─── Data extracts ───

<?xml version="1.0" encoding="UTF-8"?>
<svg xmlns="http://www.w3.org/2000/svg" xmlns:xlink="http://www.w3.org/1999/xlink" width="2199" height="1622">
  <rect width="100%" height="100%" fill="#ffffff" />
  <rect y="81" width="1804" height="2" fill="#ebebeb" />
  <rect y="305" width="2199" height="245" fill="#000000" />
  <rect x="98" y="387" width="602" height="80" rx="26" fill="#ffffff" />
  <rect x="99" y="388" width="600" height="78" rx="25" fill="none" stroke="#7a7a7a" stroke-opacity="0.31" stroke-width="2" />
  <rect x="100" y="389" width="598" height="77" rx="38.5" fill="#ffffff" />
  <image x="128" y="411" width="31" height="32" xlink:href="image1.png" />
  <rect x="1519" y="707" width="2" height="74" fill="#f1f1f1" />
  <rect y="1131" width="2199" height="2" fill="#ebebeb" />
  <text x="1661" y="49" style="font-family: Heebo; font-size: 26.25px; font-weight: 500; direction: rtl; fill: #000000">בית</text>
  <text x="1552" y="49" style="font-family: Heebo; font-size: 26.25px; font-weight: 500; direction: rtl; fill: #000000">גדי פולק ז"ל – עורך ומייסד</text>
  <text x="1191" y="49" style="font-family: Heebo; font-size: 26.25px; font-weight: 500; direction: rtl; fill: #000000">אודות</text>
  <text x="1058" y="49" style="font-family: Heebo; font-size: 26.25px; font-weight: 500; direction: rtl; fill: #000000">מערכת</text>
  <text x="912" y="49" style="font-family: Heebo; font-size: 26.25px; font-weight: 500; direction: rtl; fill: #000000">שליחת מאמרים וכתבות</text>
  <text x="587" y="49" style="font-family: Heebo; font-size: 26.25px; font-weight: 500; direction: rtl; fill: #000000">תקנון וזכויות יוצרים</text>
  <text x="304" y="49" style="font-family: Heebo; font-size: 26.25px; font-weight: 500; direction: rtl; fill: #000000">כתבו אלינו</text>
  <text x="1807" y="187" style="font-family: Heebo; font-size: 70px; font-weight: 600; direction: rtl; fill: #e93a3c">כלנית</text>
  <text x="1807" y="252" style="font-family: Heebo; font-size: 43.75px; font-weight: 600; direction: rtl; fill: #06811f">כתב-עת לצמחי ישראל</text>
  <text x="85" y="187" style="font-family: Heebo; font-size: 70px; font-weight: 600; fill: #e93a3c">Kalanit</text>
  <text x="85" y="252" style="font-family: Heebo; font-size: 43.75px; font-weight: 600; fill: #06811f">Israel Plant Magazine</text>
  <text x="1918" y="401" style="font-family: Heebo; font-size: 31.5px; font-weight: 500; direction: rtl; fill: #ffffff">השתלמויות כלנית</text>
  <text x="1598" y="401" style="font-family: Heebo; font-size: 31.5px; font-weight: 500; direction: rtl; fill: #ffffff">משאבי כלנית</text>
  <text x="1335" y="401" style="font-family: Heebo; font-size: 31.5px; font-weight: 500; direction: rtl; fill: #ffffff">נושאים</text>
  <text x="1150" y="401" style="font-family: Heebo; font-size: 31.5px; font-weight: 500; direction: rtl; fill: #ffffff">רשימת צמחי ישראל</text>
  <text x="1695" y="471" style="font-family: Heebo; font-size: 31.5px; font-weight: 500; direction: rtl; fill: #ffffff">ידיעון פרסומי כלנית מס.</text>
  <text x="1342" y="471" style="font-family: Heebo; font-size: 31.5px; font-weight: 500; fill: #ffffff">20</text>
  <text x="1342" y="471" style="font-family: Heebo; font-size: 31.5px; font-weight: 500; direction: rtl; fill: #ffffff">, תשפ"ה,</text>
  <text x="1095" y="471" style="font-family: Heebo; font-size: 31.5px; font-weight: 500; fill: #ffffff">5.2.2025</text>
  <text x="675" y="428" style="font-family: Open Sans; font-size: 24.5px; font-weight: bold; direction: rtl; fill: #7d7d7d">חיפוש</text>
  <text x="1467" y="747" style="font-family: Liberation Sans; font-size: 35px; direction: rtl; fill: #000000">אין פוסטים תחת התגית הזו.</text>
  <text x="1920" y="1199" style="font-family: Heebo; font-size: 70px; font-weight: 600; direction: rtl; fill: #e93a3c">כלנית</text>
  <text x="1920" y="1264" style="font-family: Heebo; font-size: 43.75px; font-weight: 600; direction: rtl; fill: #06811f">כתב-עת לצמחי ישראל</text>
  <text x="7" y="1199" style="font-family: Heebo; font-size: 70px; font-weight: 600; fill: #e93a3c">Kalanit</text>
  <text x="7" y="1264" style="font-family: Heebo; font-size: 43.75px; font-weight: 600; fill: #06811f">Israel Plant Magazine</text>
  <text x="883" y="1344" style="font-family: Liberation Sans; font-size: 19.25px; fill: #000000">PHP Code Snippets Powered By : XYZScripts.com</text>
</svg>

───

What the task requires:
Please go through the entries and show every line with the word "Kalanit".

Solution to the problem:
  <text x="85" y="187" style="font-family: Heebo; font-size: 70px; font-weight: 600; fill: #e93a3c">Kalanit</text>
  <text x="7" y="1199" style="font-family: Heebo; font-size: 70px; font-weight: 600; fill: #e93a3c">Kalanit</text>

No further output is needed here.